Figure 9 shows the calculation results of 150 CH* spontaneous emission images for 15 ms after the spark plug is closed, each data point corresponding to an image. The time-evolution information of the reaction center position is given from three- and two-dimensional space. The high-frequency distribution region of the flame reaction center position of the same injection scheme is marked using the same color marker area. It can be found that the position of the flame reaction center is slightly different with different equivalence ratios, but the overall distribution is near y = 0, indicating that the flame mainly oscillates near the downstream of the injector. This shows that the downstream of injector is more suitable for stable combustion. As the equivalence ratio increases, the central area of the flame will move backward along the flow direction (X) and further rise to make the flame deeper into the mainstream direction (Z). The position of the reaction center of case H8D10ER0.23 even exceeds the rear wall of the cavity. Combined with the flame-probability contour lines in Figure 8b,c, it can be seen that under the condition of stable combustion, the flame reaction area of short-distance injection is more widely distributed and deeper into the mainstream. Combined with the flame-probability contour lines in Figure 8b,c, it can be seen that the flame reaction area is more widely distributed and deeper into the mainstream under the condition of short-distance injection.
In order to study the differences in flame stabilization between different injection schemes, Figure 10 shows the distribution of average flame front position and its standard deviation under different equivalence ratios and two injection distances. The rear-wall-expansion cavity is selected as the flameholder, and the black solid line represents the flow direction position of the cavity leading edge. It can be found that the flame front position oscillates violently when the combustion is in the cavity shear-layer stabilized mode and gradually moves away from the cavity leading edge with increased equivalence ratio. This is mainly because the interaction between the fuel jet and the cavity shear layer increases with the increase in injection pressure, resulting in the increase of the unsteady characteristics of the shear layer and flame front oscillation [24]. At the same time, the mass of the fuel entering the cavity shear layer increases, and the rich combustion area of the initial section in the shear layer becomes longer. The local fuel–air equivalence ratio is conducive to the downstream movement of the flame front. However, the long-distance injection scheme has a singularity in case H8D40ER0.2. The average value of the flame front position is bigger than in case H8D40ER0.22, and there is an inverse growth. This may be because the interaction between the fuel jet and the cavity shear layer will be reduced when the injection distance increases. Therefore, when the global equivalence ratio is low, the long-distance injection will make it easier for the flame to reach blowoff, which leads to the flame front moving downstream and the flame oscillation increasing. However, such singularity does not appear in the short-distance injection scheme, indicating that when the global equivalence ratio is reduced to reach the flame stability limit of the combustor under the short-distance injection scheme, it is not the lean blowoff limit of the engine. Instead, under the conditions of this experiment, the difficulty of ignition in the short-distance injection scheme at low equivalence ratio is greater than that of flame stabilization.

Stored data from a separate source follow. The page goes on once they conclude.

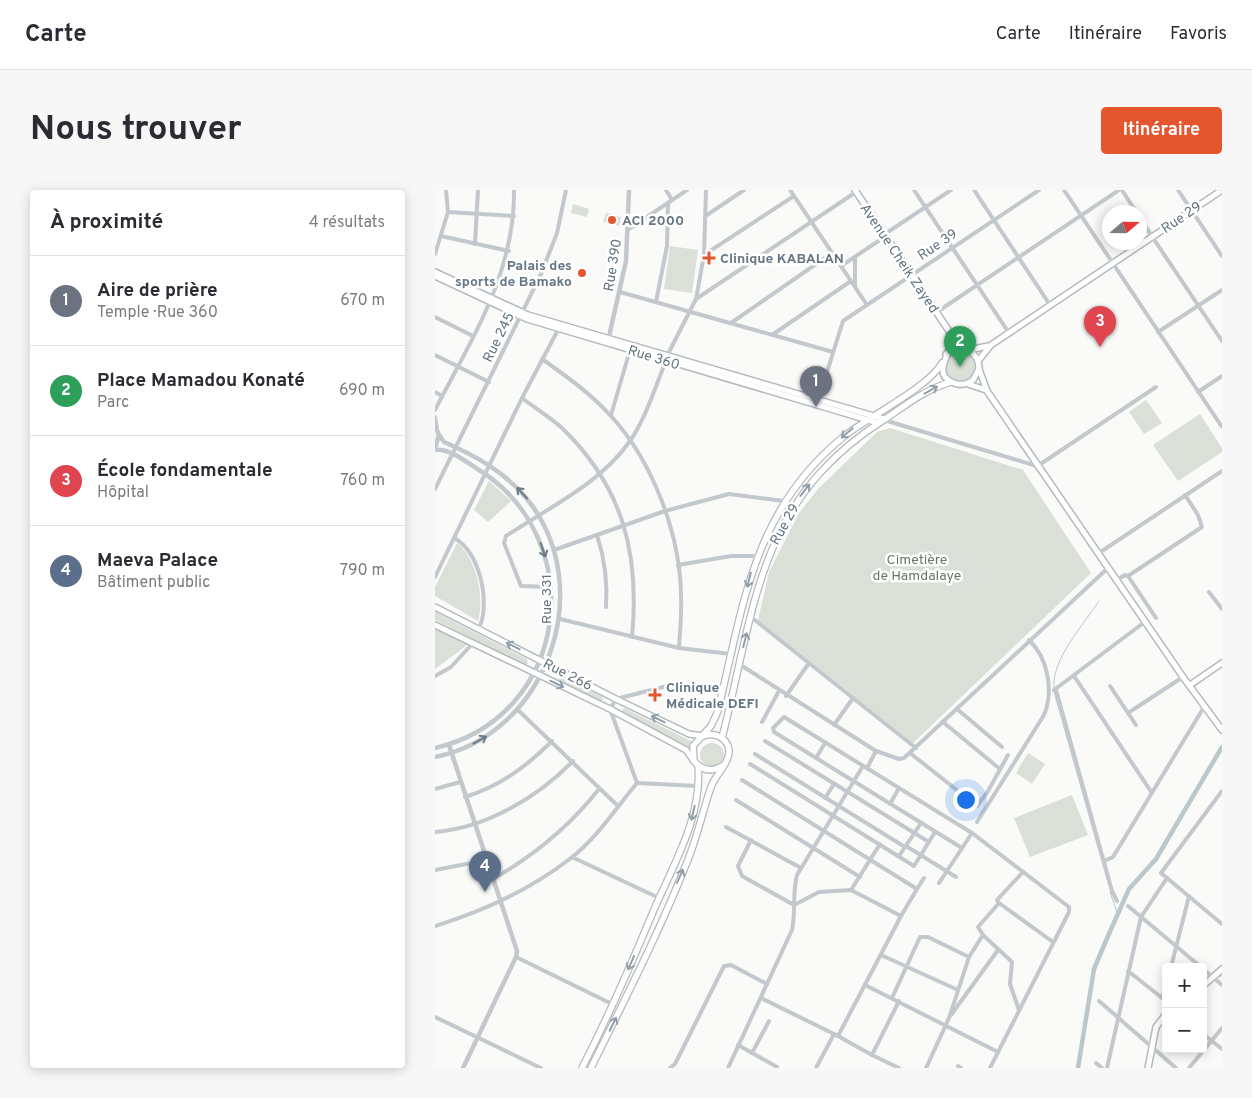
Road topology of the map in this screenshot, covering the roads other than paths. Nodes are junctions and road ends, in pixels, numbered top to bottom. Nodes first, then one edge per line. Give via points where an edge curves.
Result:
1 (446, 190) edge
2 (478, 190) edge
3 (514, 190) edge
4 (566, 190) edge
5 (629, 190) edge
6 (666, 190) edge
7 (687, 190) edge
8 (706, 190) edge
9 (744, 190) edge
10 (790, 190) edge
11 (864, 190) edge
12 (914, 190) edge
13 (951, 190) edge
14 (974, 190) edge
15 (1039, 190) edge
16 (1064, 190) edge
17 (1120, 190) edge
18 (1178, 190) edge
19 (1222, 190) edge
20 (856, 192) edge
21 (794, 196) junction
22 (670, 201) junction
23 (1132, 205) edge
24 (925, 207) junction
25 (1192, 210) junction
26 (448, 212) junction
27 (478, 214) junction
28 (707, 215) junction
29 (513, 216) junction
30 (1081, 216) junction
31 (994, 220) junction
32 (811, 222) junction
33 (629, 229) junction
34 (1147, 229) edge
35 (885, 235) junction
36 (441, 236) junction
37 (1152, 236) junction
38 (475, 244) junction
39 (953, 248) junction
40 (509, 251) junction
41 (832, 253) junction
42 (435, 254) edge
43 (704, 255) junction
44 (1222, 256) edge
45 (855, 257) junction
46 (1019, 257) junction
47 (1113, 263) junction
48 (841, 266) junction
49 (435, 272) edge
50 (912, 275) junction
51 (435, 276) edge
52 (851, 281) junction
53 (977, 285) junction
54 (855, 286) junction
55 (1222, 290) edge
56 (620, 292) junction
57 (696, 299) junction
58 (491, 301) junction
59 (656, 302) junction
60 (867, 305) junction
61 (1050, 305) junction
62 (1198, 305) junction
63 (691, 311) junction
64 (937, 312) junction
65 (522, 315) junction
66 (435, 317) edge
67 (731, 323) junction
68 (559, 328) junction
69 (949, 331) junction
70 (1009, 332) junction
71 (1158, 332) junction
72 (772, 335) junction
73 (473, 336) junction
74 (608, 341) junction
75 (1222, 341) edge
76 (991, 345) junction
77 (967, 349) junction
78 (629, 350) junction
79 (833, 352) junction
80 (947, 354) junction
81 (435, 355) edge
82 (542, 359) junction
83 (667, 359) junction
84 (978, 361) junction
85 (942, 363) junction
86 (458, 366) junction
87 (979, 369) junction
88 (1222, 376) edge
89 (489, 382) junction
90 (951, 382) junction
91 (967, 384) junction
92 (1156, 387) dead end
93 (987, 391) junction
94 (435, 392) edge
95 (1198, 392) junction
96 (442, 396) junction
97 (522, 398) junction
98 (818, 400) junction
99 (435, 410) edge
100 (611, 415) junction
101 (435, 417) edge
102 (869, 417) junction
103 (882, 421) junction
104 (436, 427) edge
105 (1222, 427) edge
106 (439, 435) junction
107 (630, 440) junction
108 (456, 447) junction
109 (435, 449) edge
110 (452, 454) junction
111 (490, 465) junction
112 (1039, 466) junction
113 (1222, 471) edge
114 (486, 474) junction
115 (599, 474) junction
116 (435, 489) edge
117 (1185, 495) junction
118 (784, 501) junction
119 (665, 511) junction
120 (537, 515) junction
121 (529, 520) junction
122 (625, 525) junction
123 (597, 535) junction
124 (454, 538) junction
125 (553, 550) junction
126 (1099, 553) junction
127 (757, 556) junction
128 (678, 565) junction
129 (1109, 567) junction
130 (1128, 576) junction
131 (435, 577) edge
132 (1117, 580) junction
133 (551, 587) junction
134 (1209, 592) dead end
135 (435, 607) edge
136 (606, 607) dead end
137 (1222, 609) edge
138 (751, 617) junction
139 (1155, 618) dead end
140 (559, 619) junction
141 (1146, 621) junction
142 (435, 625) edge
143 (479, 628) junction
144 (633, 637) junction
145 (1029, 640) junction
146 (473, 644) junction
147 (679, 648) junction
148 (731, 654) junction
149 (539, 659) junction
150 (547, 663) junction
151 (809, 663) junction
152 (739, 664) junction
153 (1222, 664) edge
154 (534, 673) junction
155 (435, 676) edge
156 (541, 676) junction
157 (1074, 676) junction
158 (1183, 677) junction
159 (1190, 685) junction
160 (1110, 686) dead end
161 (1049, 690) junction
162 (1056, 690) junction
163 (779, 691) junction
164 (722, 694) junction
165 (786, 696) junction
166 (853, 698) junction
167 (616, 699) junction
168 (1204, 707) junction
169 (610, 709) junction
170 (957, 709) junction
171 (518, 710) junction
172 (1128, 713) junction
173 (762, 722) dead end
174 (943, 722) junction
175 (834, 725) junction
176 (1136, 725) dead end
177 (1222, 730) edge
178 (703, 736) junction
179 (722, 738) junction
180 (765, 741) dead end
181 (552, 742) junction
182 (825, 743) junction
183 (449, 745) junction
184 (1002, 746) dead end
185 (435, 748) edge
186 (916, 748) junction
187 (876, 751) junction
188 (451, 753) junction
189 (910, 753) junction
190 (755, 754) dead end
191 (1008, 755) dead end
192 (435, 757) edge
193 (816, 758) junction
194 (573, 761) junction
195 (696, 763) junction
196 (750, 764) dead end
197 (724, 765) junction
198 (865, 767) junction
199 (1000, 770) junction
200 (838, 772) junction
201 (742, 780) dead end
202 (460, 782) junction
203 (854, 782) junction
204 (637, 783) junction
205 (833, 783) junction
206 (698, 786) junction
207 (899, 788) junction
208 (435, 789) edge
209 (599, 789) junction
210 (1222, 791) edge
211 (847, 792) junction
212 (1152, 793) junction
213 (465, 797) junction
214 (825, 798) junction
215 (736, 800) dead end
216 (890, 804) junction
217 (618, 806) junction
218 (839, 806) junction
219 (833, 816) junction
220 (977, 822) dead end
221 (475, 823) junction
222 (921, 823) junction
223 (726, 827) dead end
224 (824, 831) junction
225 (435, 832) edge
226 (935, 832) junction
227 (914, 833) junction
228 (972, 833) junction
229 (751, 840) junction
230 (929, 842) junction
231 (879, 844) junction
232 (905, 846) junction
233 (813, 848) junction
234 (962, 848) junction
235 (921, 855) junction
236 (899, 856) junction
237 (572, 857) junction
238 (487, 860) junction
239 (870, 860) junction
240 (1104, 861) junction
241 (801, 868) junction
242 (435, 870) edge
243 (948, 872) junction
244 (1023, 872) junction
245 (860, 877) junction
246 (956, 877) dead end
247 (924, 878) dead end
248 (1167, 878) junction
249 (493, 879) junction
250 (939, 883) dead end
251 (917, 889) junction
252 (851, 890) junction
253 (1189, 896) junction
254 (659, 898) junction
255 (1117, 901) dead end
256 (500, 902) junction
257 (999, 903) junction
258 (794, 904) junction
259 (1128, 906) dead end
260 (901, 916) junction
261 (1141, 917) junction
262 (1222, 924) edge
263 (435, 926) edge
264 (983, 935) junction
265 (1053, 942) junction
266 (1176, 946) junction
267 (998, 950) junction
268 (881, 955) junction
269 (516, 957) junction
270 (969, 957) junction
271 (1172, 963) edge
272 (1196, 963) edge
273 (907, 967) junction
274 (1222, 969) edge
275 (1128, 971) junction
276 (1207, 972) edge
277 (1222, 974) edge
278 (1214, 978) junction
279 (1207, 983) edge
280 (767, 984) junction
281 (865, 985) junction
282 (1222, 985) edge
283 (958, 990) junction
284 (761, 998) junction
285 (892, 998) junction
286 (1162, 998) edge
287 (1099, 1001) dead end
288 (899, 1002) junction
289 (612, 1004) junction
290 (1020, 1011) junction
291 (435, 1017) edge
292 (949, 1018) junction
293 (1119, 1018) junction
294 (1162, 1019) edge
295 (769, 1021) dead end
296 (946, 1024) junction
297 (1222, 1028) edge
298 (836, 1035) junction
299 (1207, 1037) edge
300 (478, 1038) junction
301 (1212, 1041) junction
302 (738, 1046) junction
303 (1153, 1048) junction
304 (1222, 1050) edge
305 (998, 1052) junction
306 (752, 1053) junction
307 (872, 1055) junction
308 (1096, 1063) dead end
309 (777, 1067) edge
310 (463, 1068) edge
311 (541, 1068) edge
312 (583, 1068) edge
313 (591, 1068) edge
314 (670, 1068) edge
315 (728, 1068) edge
316 (816, 1068) edge
317 (899, 1068) edge
318 (926, 1068) edge
319 (990, 1068) edge
320 (1102, 1068) edge
321 (1107, 1068) edge
322 (1148, 1068) edge
323 (1176, 1068) edge
324 (1189, 1068) edge

1 - 26 street
2 - 27 street
3 - 29 street
4 - 65 street, Rue 245 via 557,233
5 - 33 street, Rue 390
6 - 22 street
7 - 22 street
8 - 28 street
9 - 28 street
10 - 21 street
11 - 20 street
12 - 24 street
13 - 24 street
14 - 31 street
15 - 31 street, Rue 39
16 - 30 street
17 - 23 street
17 - 30 street
18 - 25 street
19 - 25 main road, Rue 29
20 - 32 street
20 - 35 main road, Avenue Cheik Zayed
21 - 32 street
21 - 43 street
22 - 33 street
22 - 59 street via 667,246
24 - 35 street
24 - 39 street
25 - 37 main road, Rue 29
25 - 44 street
26 - 27 street
26 - 36 street
27 - 29 street
27 - 38 street
28 - 43 street
29 - 40 street
30 - 46 street
30 - 47 street
31 - 39 street, Rue 39
31 - 46 street
32 - 41 street
32 - 57 street
33 - 56 street, Rue 390
34 - 37 street
35 - 45 street
35 - 50 main road, Avenue Cheik Zayed
36 - 38 street
36 - 42 street
37 - 47 main road, Rue 29
37 - 62 street
38 - 40 street
39 - 50 street, Rue 39
39 - 53 street
40 - 58 street
41 - 48 street
41 - 67 street
43 - 57 street
45 - 48 street
45 - 54 street
46 - 53 street
46 - 61 street
47 - 61 main road, Rue 29
47 - 71 street
48 - 52 street
49 - 58 main road
50 - 60 street, Rue 39
50 - 64 main road, Avenue Cheik Zayed
51 - 58 main road, Rue 360
52 - 54 street
52 - 72 street
53 - 64 street
53 - 70 street
54 - 60 street
55 - 62 street
56 - 59 street
56 - 74 street, Rue 390
57 - 63 street
58 - 65 main road, Rue 360
58 - 73 street
59 - 63 street
60 - 79 street, Rue 39 via 843,321
61 - 70 main road, Rue 29
62 - 71 street
62 - 75 street
63 - 67 street
63 - 83 street
64 - 69 main road, Avenue Cheik Zayed
65 - 68 main road, Rue 360
65 - 74 main road
65 - 89 street, Rue 245
66 - 73 street
67 - 72 street
68 - 74 main road, Rue 360
68 - 82 street
69 - 77 main road, Avenue Cheik Zayed
69 - 80 main road via 951,345
70 - 76 main road, Rue 29
71 - 95 street
72 - 79 street
73 - 86 street
74 - 78 main road, Rue 360
74 - 83 main road
76 - 77 main road, Rue 29
76 - 84 main road, Rue 29
77 - 80 main road via 955,348
77 - 84 main road
78 - 83 main road, Rue 360
78 - 100 street
79 - 98 street, Rue 39
80 - 85 main road
81 - 86 street
82 - 97 street
82 - 100 street
83 - 98 main road
83 - 102 main road, Rue 360
83 - 107 street
84 - 87 main road
85 - 90 main road via 943,374
85 - 102 main road via 928,380
86 - 89 street
86 - 96 street
87 - 91 main road
87 - 93 main road
88 - 95 street
89 - 108 street, Rue 245
90 - 91 main road
103 -> 90 main road, Rue 29 via 932,389
91 - 93 main road
92 - 112 street
93 - 112 main road
94 - 96 street
95 - 105 street
96 - 99 street
97 - 111 street
97 - 115 street via 561,427
98 - 102 main road
100 - 107 street
101 - 104 street
102 - 103 main road, Rue 360
102 -> 118 main road via 805,472
103 - 112 street
138 -> 103 main road, Rue 29 via 771,546 795,503 821,470
104 - 106 street
106 - 108 street, Rue 331 via 444,442
106 - 109 street
107 - 115 street
107 - 119 street
108 - 110 street, Rue 245
108 - 111 street, Rue 331
109 - 110 street, Rue 331
110 - 114 street, Rue 331
110 - 116 street, Rue 245
111 - 114 street
120 -> 111 street, Rue 331 via 517,488
112 - 126 main road
113 - 117 street
114 - 121 street, Rue 331 via 517,502
114 - 124 street
115 - 120 street
115 - 122 street
117 - 126 street
117 - 130 street via 1198,514 1202,528
118 - 119 street via 729,494
118 - 127 main road
119 - 122 street
119 - 128 street
120 - 121 street
120 - 125 street, Rue 331
121 -> 133 street, Rue 331 via 546,555
121 - 133 street via 506,536 504,543 521,586
122 - 123 street
122 - 144 street via 636,603
123 - 125 street
123 - 136 street via 608,584
124 - 131 street
124 - 143 street via 469,552 481,581 484,605
125 - 140 street, Rue 331 via 561,587
126 - 129 main road
127 - 128 street via 731,556
127 -> 148 main road
128 - 147 street via 681,594
129 - 132 main road
129 - 145 street
130 - 132 street
130 - 139 street
132 - 141 main road
133 - 149 street, Rue 331 via 550,625
134 - 137 street
135 - 143 main road, Rue 266
138 - 151 street
152 -> 138 main road, Rue 29
140 - 144 street
140 - 150 street, Rue 331
141 - 157 street
141 - 158 main road
142 - 146 main road, Rue 266
149 -> 143 main road, Rue 266
144 - 147 street
145 - 161 street via 1043,658
145 - 170 street
146 - 154 main road, Rue 266
146 - 155 street via 451,666
147 - 148 street
148 - 164 main road
149 - 150 main road, Rue 266
149 - 154 street, Rue 331
150 - 156 street, Rue 331
150 - 167 main road, Rue 266
151 - 165 street
151 - 166 street
152 - 163 street
152 - 179 main road, Rue 29
153 - 159 main road
154 - 156 main road, Rue 266
154 - 183 street, Rue 331 via 522,694 504,712 482,730
156 -> 169 main road, Rue 266
156 - 171 street, Rue 331
157 - 162 street
157 - 212 street
158 - 159 main road
158 - 172 street
159 - 168 main road
160 - 172 street
161 - 162 street
161 - 220 street via 1049,704 1044,715
162 - 240 street
163 - 165 street
163 - 173 street
164 - 167 street via 675,684
164 - 178 main road via 718,711
165 - 175 street
166 - 175 street
166 - 186 street
167 - 169 street
178 -> 167 main road, Rue 266 via 689,734
168 - 177 main road
168 - 212 street
169 - 195 main road, Rue 266 via 686,750
169 - 204 street
170 - 174 street
170 - 184 street
171 - 181 street
188 -> 171 street, Rue 331 via 493,733
172 - 176 street
174 - 186 street
174 - 199 street
175 - 187 street
178 - 179 main road via 713,734
178 - 195 main road via 693,746
179 - 197 main road via 729,751
180 - 205 street
181 - 194 street
181 - 213 street via 502,783
182 - 193 street
182 - 193 street via 784,717 773,728 774,732
182 - 198 street
183 - 185 street, Rue 331
183 - 188 street
186 - 189 street
187 - 189 street via 899,759
187 - 198 street
188 - 192 street, Rue 331
188 - 202 street
189 - 199 street via 977,806
190 - 214 street
191 - 199 street
193 - 200 street
194 - 209 street
194 - 221 street via 541,790 515,806
195 - 197 main road via 711,770
195 - 206 main road
196 - 219 street
313 -> 197 main road via 689,857 711,787
198 - 203 street
198 - 207 street
200 - 203 street
200 - 205 street
201 - 224 street
202 - 208 street
202 - 213 street
203 - 211 street
203 - 216 street
204 - 206 street
204 - 217 street
205 - 211 street
205 - 214 street
206 -> 254 main road via 692,819
207 - 216 street
207 - 228 street
209 - 217 street
209 - 249 street via 553,839
210 - 248 street via 1161,873
211 - 218 street
211 - 227 street
212 - 240 street via 1113,857
213 - 221 street
214 - 218 street
215 - 233 street
216 - 222 street
217 - 237 street
218 - 219 street
218 - 232 street
219 - 224 street
219 - 231 street
221 - 225 street
221 - 238 street
222 - 226 street
222 - 227 street
223 - 229 street
224 - 233 street
224 - 239 street
226 - 230 street
226 - 234 street
227 - 230 street
227 - 232 street
228 - 234 street
228 - 244 street
229 - 241 street
229 - 258 street via 738,866 741,876
230 - 235 street
231 - 236 street
231 - 239 street
232 - 235 street
232 - 236 street
233 - 241 street
233 - 245 street
234 - 243 street
235 - 236 street via 914,866
235 - 243 street
237 - 254 street
237 - 256 street
238 - 242 street
238 - 249 street
239 - 245 street
239 - 251 street
240 - 255 street
241 - 258 street via 795,883
243 - 246 street
243 - 250 street
244 - 257 street via 997,900
244 - 265 street via 1069,907
245 - 252 street
247 - 251 street
248 - 253 street
248 - 261 street
249 - 256 street
251 - 260 street
252 - 258 street via 819,892
252 - 260 street
253 - 262 street
253 - 266 street
254 -> 289 main road
256 - 263 street
256 - 269 street via 517,951
257 - 264 street via 979,925
257 - 265 street
258 - 280 street via 792,930
259 - 261 street
260 - 268 street
261 - 266 street
261 - 275 street
264 - 267 street
264 - 270 street
265 - 290 street
266 - 271 street
266 - 272 street
267 - 290 street via 1012,962 1010,984
267 - 292 street
268 - 273 street
268 - 281 street
269 - 289 street
269 - 300 street
270 - 273 street via 924,936 920,937
270 - 283 street
273 - 283 street
273 - 285 street
274 - 278 main road
275 - 286 street
275 - 293 street
276 - 278 street
277 - 278 street
278 - 279 main road
278 - 282 street
280 - 284 street
280 - 314 street via 731,965 724,966 675,1064
281 - 285 street
281 - 298 street
283 - 292 street
284 - 298 street
284 - 302 street
285 - 288 street
287 - 293 street
288 - 296 street
288 - 307 street
289 - 312 main road
290 - 305 street
291 - 300 street
292 - 296 street
293 - 303 street
293 - 321 street
294 - 303 main road via 1156,1027
295 - 306 street
296 - 305 street
296 - 318 street
297 - 301 street
298 - 307 street
298 - 316 street
299 - 301 street
300 - 310 street
300 - 311 street
301 - 304 street
301 - 324 street
302 - 306 street
302 - 315 street
303 - 322 main road
303 - 323 street
305 - 319 street
306 - 309 street
307 - 317 street
308 - 320 street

As the equivalence ratio further increases, the distance between the flame front and the cavity leading edge of case H8D10 will exceed that of H8D40. The flame front position and its standard deviation in H8D10 reach a peak at ER0.23, which is the flame stability limit of the short-distance injection scheme. The global equivalence ratio can be further improved in case H8D40, and the flame front position and its standard deviation reach a peak at the ER0.27, which is the flame stability limit of the long-distance injection scheme. The possible reason for the different flame stability limits of the scramjet combustor with different injection schemes is that: the interaction between the fuel jet and the cavity shear layer is weakened under the long-distance injection scheme and the global equivalence ratio requirement for the cavity shear layer to reach the combustion rich blowoff limit is improved. Generally speaking, the stability of the flame front along the flow direction of the short-distance injection scheme is higher than that of the long-distance injection scheme at low equivalence ratio, but the opposite is true at high equivalence ratio. This difference in flame stabilization is also the reason for the different flame stability limits of the combustor at different injection distances.
The injection distance will cause a significant influence on flame stabilization. The long-distance injection scheme can achieve a higher combustor equivalence ratio upper limit. However, since the short-distance injection scheme can effectively improve flame stabilization and combustion efficiency at medium and low equivalence ratios, the combustor can be properly adjusted as per injection scheme in actual work, to improve the engine-specific impulse and thrust.

3.3. Effects of Cavity Rear-Wall Height

The experiment finds that the change of the cavity rear-wall height will have little influence on flame oscillation compared with injection distance. This indicates that the fuel-mixing degree plays a leading role in the spatial oscillation of reaction position, which is mainly decided by the injection scheme, but they both have great influence on flame stability limits, flame spatial distribution, and combustion heat release.
In order to study why the flame stability limit is different under different rear-wall heights, Figure 11 shows the distribution of average flame front position and its standard deviation under different cavity rear-wall heights and equivalence ratios. It can be found that under the same injection scheme, the distribution of the average flame front position and its standard deviation has the same trend. Figure 11a shows that under the short-distance injection scheme, the average flame front position gradually moves away from the cavity leading edge with the increase in equivalence ratio. The stable position of the flame front of the H10 cavity is closer to the cavity leading edge and the flame oscillation is smaller, indicating that the combustion is more stable at lower equivalence ratio. Figure 11b shows that under the long-distance injection scheme, the average flame front position and the standard deviation of the two types of cavity combustor show a trend of first decreasing and then increasing. However, as the equivalence ratio increases, the average flame front position of the conventional cavity will gradually exceed that of the rear-wall-expansion cavity under different injection schemes. This is because the increase of rear-wall height leads to enhanced interaction between the shear layer and the jet wake, resulting in enhanced mass exchange inside and outside the cavity. Therefore, the lean blowoff limit of flame can be reduced in conventional cavity, while the rich blowoff limit can be easily reached when the global equivalence ratio is high.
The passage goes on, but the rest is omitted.